■ **Task to carry out**
What is the number of lines in the records below holding the string "CORRIDOR"? Reply with it and nothing else.

■ **Source material**
※

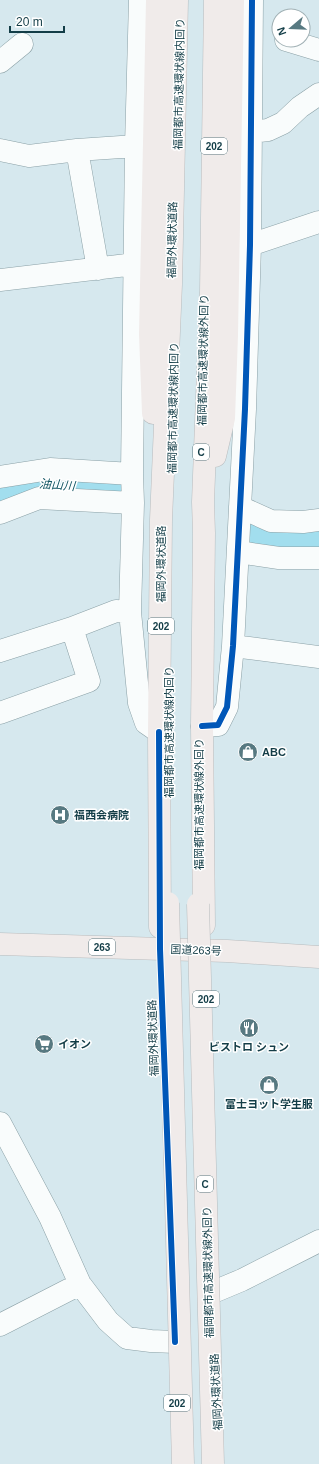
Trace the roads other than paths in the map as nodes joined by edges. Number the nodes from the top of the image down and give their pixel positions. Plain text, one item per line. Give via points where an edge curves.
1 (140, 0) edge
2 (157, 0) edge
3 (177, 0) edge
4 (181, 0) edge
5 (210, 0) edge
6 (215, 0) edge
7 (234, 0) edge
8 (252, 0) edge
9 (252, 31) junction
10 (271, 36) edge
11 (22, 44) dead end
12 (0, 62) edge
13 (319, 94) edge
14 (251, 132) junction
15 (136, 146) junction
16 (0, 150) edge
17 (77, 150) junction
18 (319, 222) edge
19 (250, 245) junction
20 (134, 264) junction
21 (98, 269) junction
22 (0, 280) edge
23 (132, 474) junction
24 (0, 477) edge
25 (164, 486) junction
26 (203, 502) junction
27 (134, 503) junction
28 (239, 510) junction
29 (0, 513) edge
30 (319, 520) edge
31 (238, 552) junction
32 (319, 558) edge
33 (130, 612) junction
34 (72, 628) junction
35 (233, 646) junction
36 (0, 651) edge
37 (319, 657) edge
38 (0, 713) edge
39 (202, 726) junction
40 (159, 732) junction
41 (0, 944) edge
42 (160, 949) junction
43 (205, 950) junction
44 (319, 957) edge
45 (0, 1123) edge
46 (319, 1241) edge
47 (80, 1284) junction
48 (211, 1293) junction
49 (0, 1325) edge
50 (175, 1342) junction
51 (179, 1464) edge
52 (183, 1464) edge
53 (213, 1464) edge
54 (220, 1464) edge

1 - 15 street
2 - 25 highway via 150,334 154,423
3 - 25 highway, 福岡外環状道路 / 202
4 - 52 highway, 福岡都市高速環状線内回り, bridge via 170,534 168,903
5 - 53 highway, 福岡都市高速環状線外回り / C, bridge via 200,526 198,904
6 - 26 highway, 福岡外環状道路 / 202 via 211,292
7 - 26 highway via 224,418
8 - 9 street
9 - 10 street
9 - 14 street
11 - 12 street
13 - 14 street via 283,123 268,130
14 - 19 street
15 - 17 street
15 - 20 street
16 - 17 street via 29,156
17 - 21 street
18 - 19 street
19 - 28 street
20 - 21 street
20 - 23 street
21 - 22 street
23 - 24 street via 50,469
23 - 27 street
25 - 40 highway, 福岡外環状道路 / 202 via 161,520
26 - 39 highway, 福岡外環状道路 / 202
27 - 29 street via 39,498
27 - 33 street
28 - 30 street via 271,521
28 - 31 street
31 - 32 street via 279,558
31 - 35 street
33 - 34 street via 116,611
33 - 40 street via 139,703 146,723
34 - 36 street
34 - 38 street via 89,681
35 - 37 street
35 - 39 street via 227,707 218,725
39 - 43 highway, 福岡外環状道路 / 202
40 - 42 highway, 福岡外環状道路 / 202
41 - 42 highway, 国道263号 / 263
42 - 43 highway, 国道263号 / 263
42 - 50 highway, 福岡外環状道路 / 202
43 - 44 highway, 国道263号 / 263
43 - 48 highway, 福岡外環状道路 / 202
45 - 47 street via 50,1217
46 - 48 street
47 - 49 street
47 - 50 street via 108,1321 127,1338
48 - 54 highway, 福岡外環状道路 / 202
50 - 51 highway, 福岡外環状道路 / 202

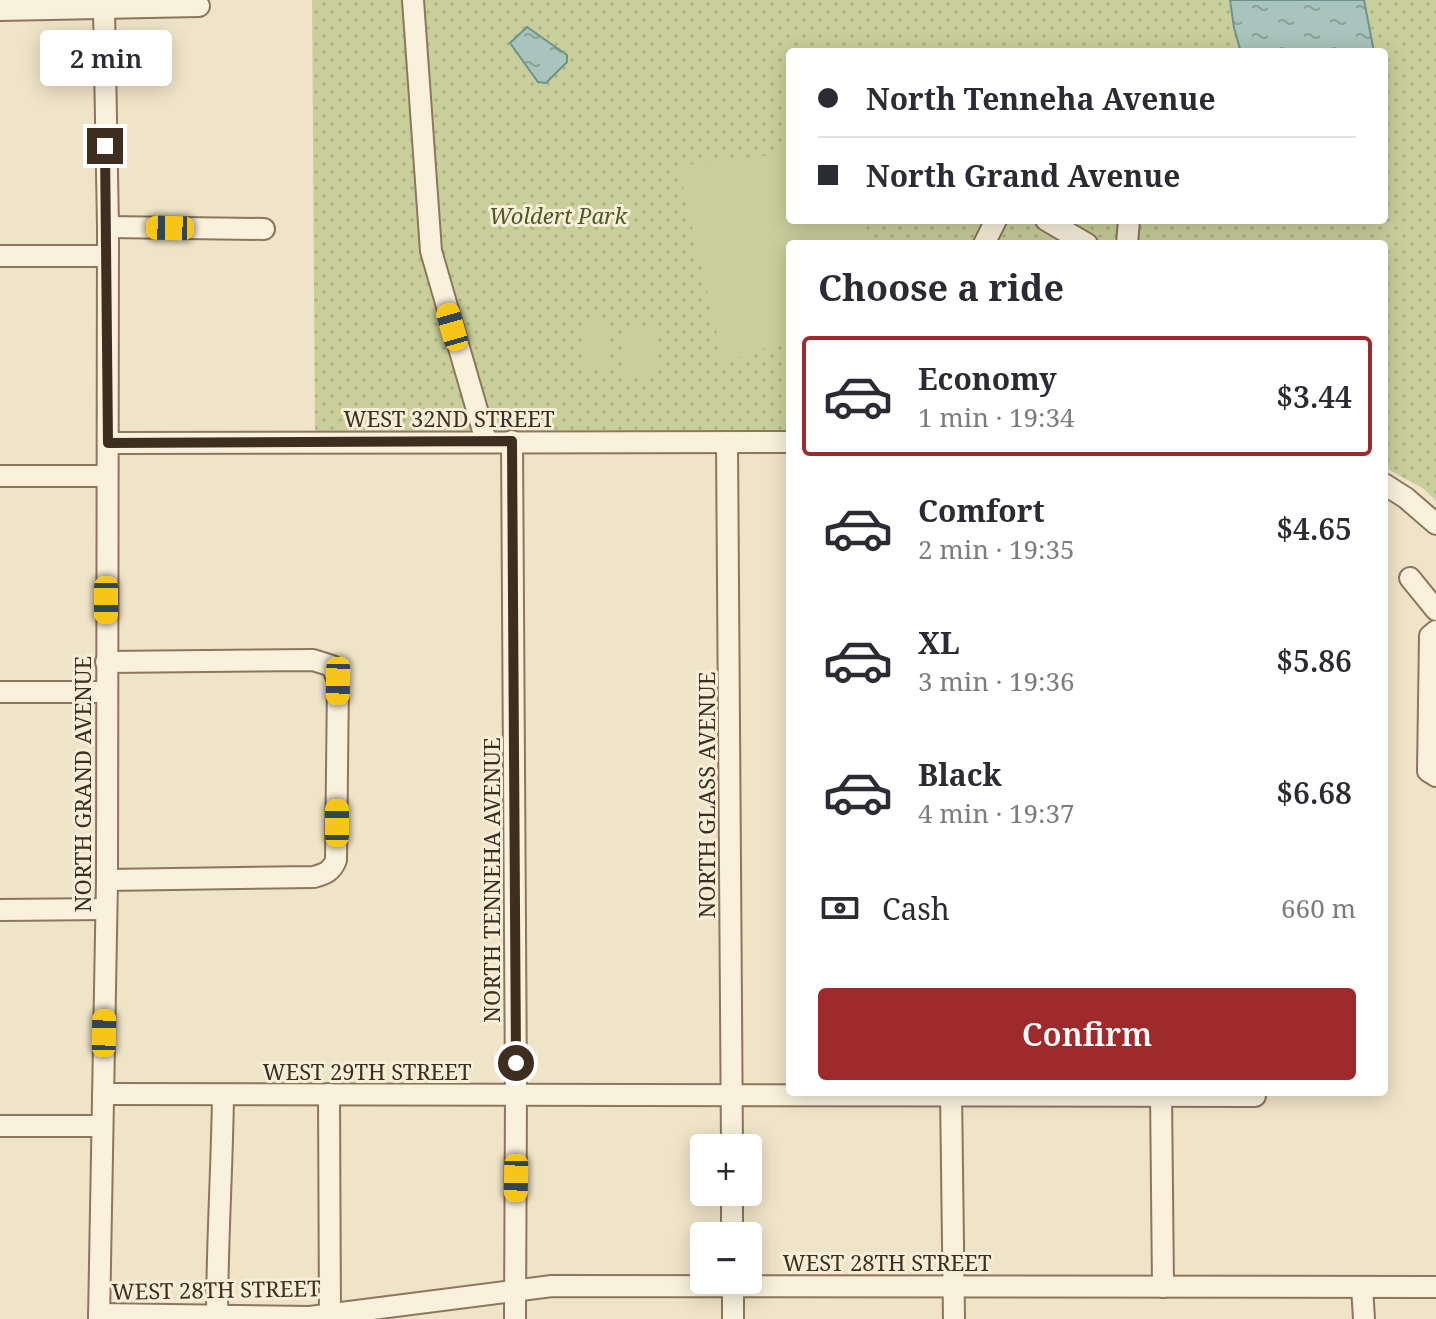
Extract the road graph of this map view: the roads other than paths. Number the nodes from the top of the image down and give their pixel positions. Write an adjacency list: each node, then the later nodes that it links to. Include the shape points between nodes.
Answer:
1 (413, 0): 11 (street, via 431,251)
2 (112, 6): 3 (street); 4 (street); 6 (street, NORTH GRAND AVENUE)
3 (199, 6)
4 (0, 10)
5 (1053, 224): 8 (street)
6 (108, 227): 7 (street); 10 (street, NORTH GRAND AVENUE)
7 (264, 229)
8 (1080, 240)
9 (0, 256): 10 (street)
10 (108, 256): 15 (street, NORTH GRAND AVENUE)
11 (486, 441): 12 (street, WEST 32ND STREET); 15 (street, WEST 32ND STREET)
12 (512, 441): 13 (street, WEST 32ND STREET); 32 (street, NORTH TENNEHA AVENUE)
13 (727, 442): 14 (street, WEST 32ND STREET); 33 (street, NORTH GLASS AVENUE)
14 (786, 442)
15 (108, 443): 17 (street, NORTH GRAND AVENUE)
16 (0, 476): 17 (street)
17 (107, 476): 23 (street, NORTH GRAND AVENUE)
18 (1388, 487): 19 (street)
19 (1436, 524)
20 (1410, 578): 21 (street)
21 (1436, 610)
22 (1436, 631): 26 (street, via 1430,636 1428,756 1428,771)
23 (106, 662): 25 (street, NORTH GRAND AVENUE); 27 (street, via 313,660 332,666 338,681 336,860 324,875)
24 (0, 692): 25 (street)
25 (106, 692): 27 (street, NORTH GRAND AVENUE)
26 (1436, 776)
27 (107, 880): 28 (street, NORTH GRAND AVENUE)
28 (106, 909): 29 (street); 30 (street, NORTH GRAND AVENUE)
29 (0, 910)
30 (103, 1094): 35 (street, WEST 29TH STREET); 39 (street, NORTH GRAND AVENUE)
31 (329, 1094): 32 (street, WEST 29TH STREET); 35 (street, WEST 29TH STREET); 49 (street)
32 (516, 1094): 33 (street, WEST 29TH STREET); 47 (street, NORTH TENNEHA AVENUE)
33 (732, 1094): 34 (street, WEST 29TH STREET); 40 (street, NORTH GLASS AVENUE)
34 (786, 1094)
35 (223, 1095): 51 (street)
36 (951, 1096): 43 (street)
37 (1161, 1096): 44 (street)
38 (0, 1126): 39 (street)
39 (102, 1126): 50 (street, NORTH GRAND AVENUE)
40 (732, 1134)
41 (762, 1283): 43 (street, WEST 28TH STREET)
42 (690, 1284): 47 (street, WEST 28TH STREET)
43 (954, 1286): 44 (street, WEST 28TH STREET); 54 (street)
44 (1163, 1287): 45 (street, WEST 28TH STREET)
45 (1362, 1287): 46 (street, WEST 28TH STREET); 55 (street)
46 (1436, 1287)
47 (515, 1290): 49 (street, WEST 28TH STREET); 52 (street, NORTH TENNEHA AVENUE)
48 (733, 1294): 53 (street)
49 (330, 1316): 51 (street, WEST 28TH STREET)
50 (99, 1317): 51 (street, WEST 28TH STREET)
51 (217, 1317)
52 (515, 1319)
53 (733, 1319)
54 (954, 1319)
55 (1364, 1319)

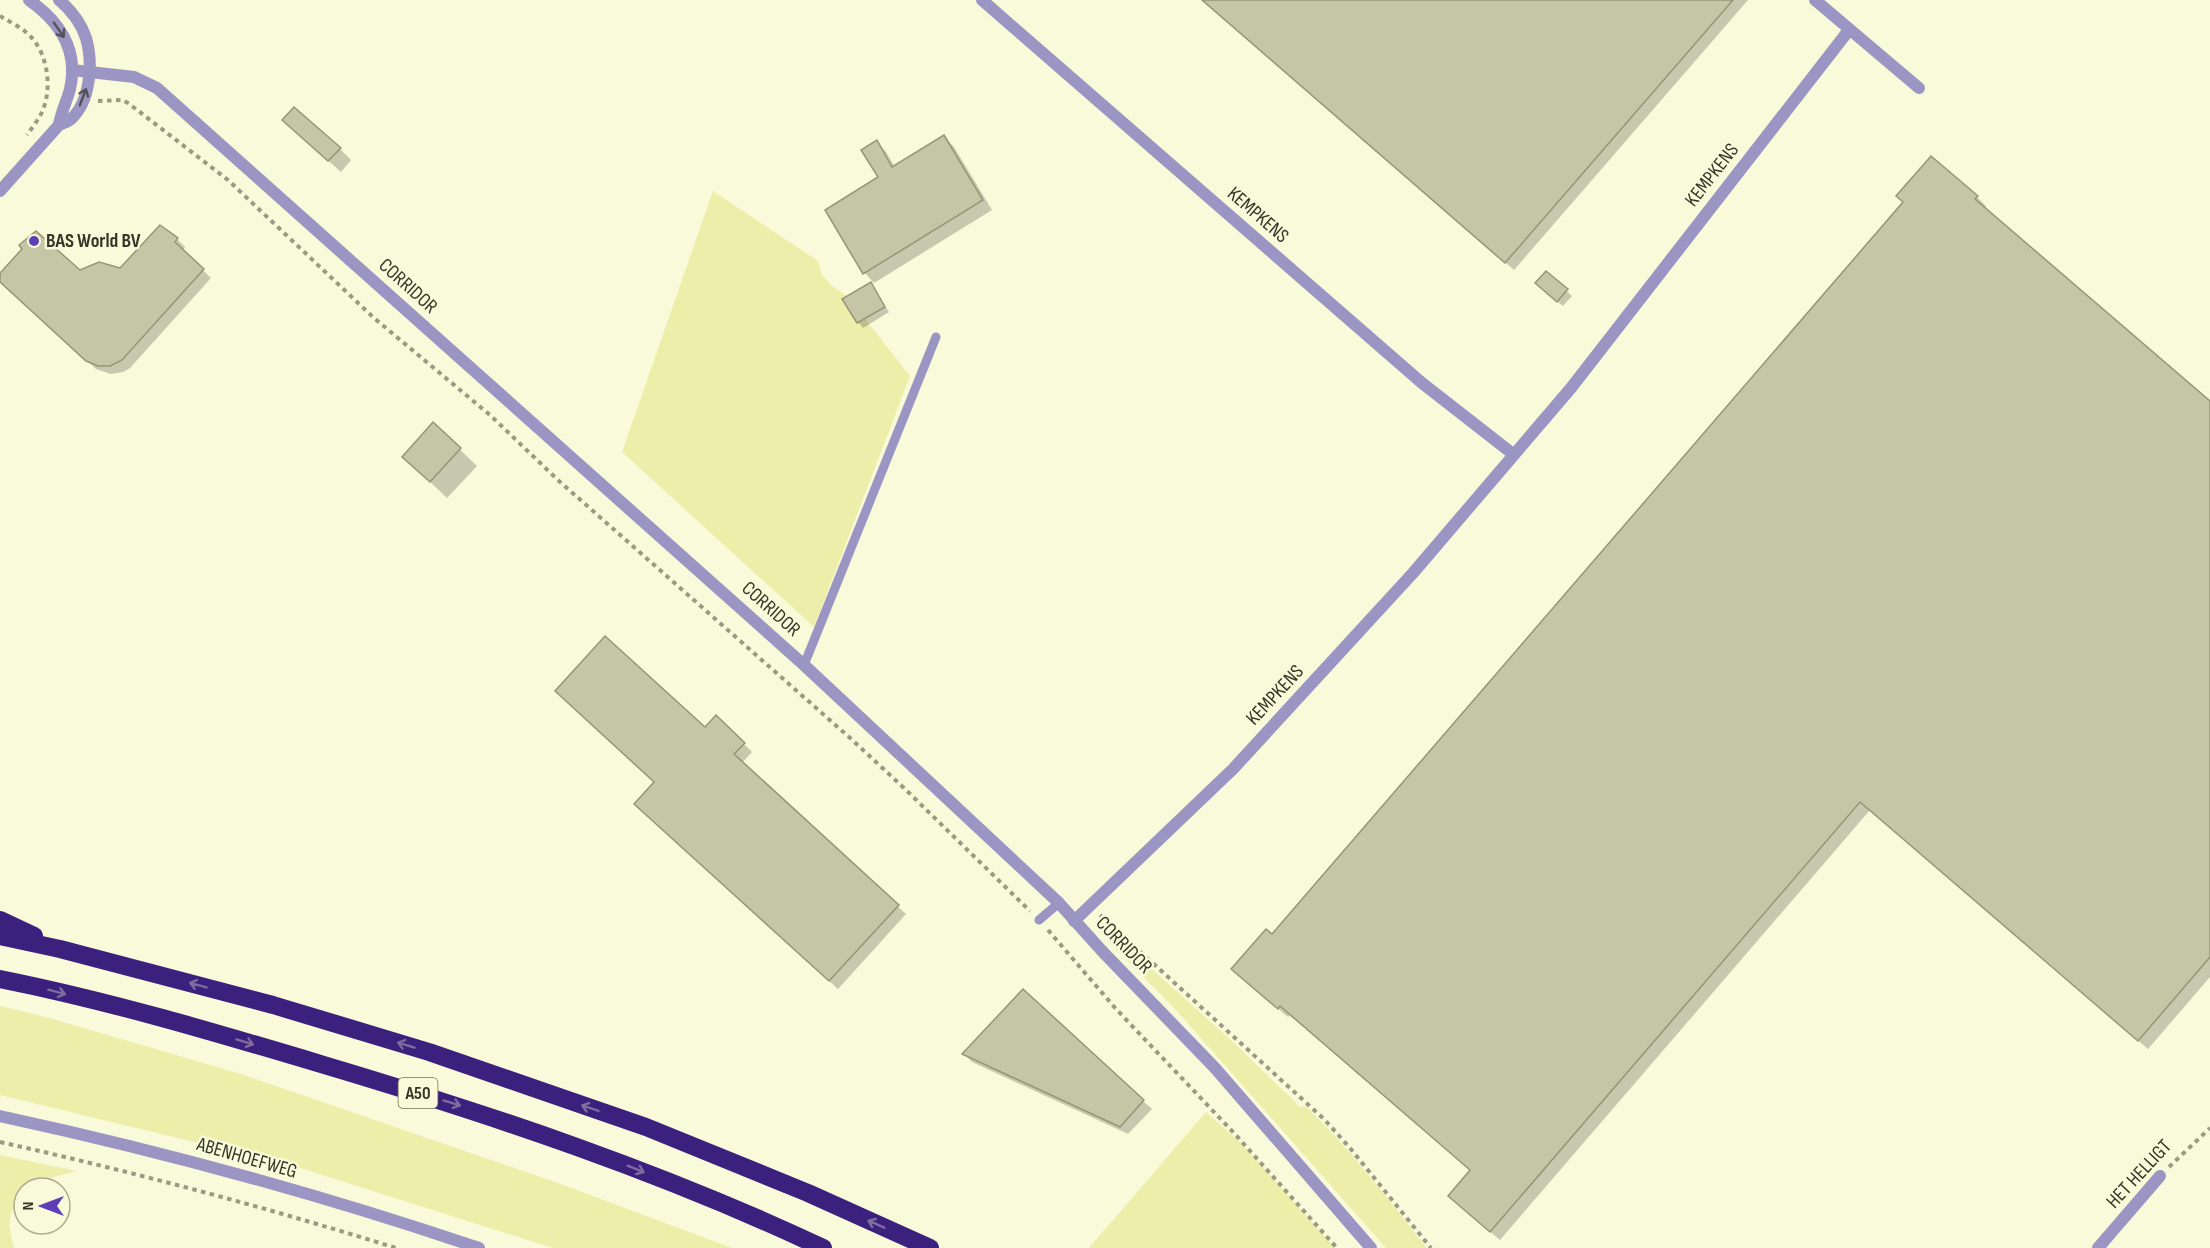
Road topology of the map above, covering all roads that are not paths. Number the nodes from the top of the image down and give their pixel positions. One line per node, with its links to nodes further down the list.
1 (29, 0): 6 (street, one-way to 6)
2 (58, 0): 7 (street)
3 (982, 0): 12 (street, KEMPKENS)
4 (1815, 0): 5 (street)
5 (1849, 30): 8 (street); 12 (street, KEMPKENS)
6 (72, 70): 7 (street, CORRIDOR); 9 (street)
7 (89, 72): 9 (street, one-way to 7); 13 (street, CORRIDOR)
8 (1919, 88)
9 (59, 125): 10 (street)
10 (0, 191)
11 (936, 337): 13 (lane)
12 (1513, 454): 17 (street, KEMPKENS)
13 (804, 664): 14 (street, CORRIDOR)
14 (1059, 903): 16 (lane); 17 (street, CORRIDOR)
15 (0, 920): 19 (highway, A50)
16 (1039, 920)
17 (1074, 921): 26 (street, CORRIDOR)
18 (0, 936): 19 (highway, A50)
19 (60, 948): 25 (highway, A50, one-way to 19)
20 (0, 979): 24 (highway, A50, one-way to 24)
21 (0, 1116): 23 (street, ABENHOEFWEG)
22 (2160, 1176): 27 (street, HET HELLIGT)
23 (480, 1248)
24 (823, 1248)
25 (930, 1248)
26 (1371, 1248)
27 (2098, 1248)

※

■ **Output for this task**
5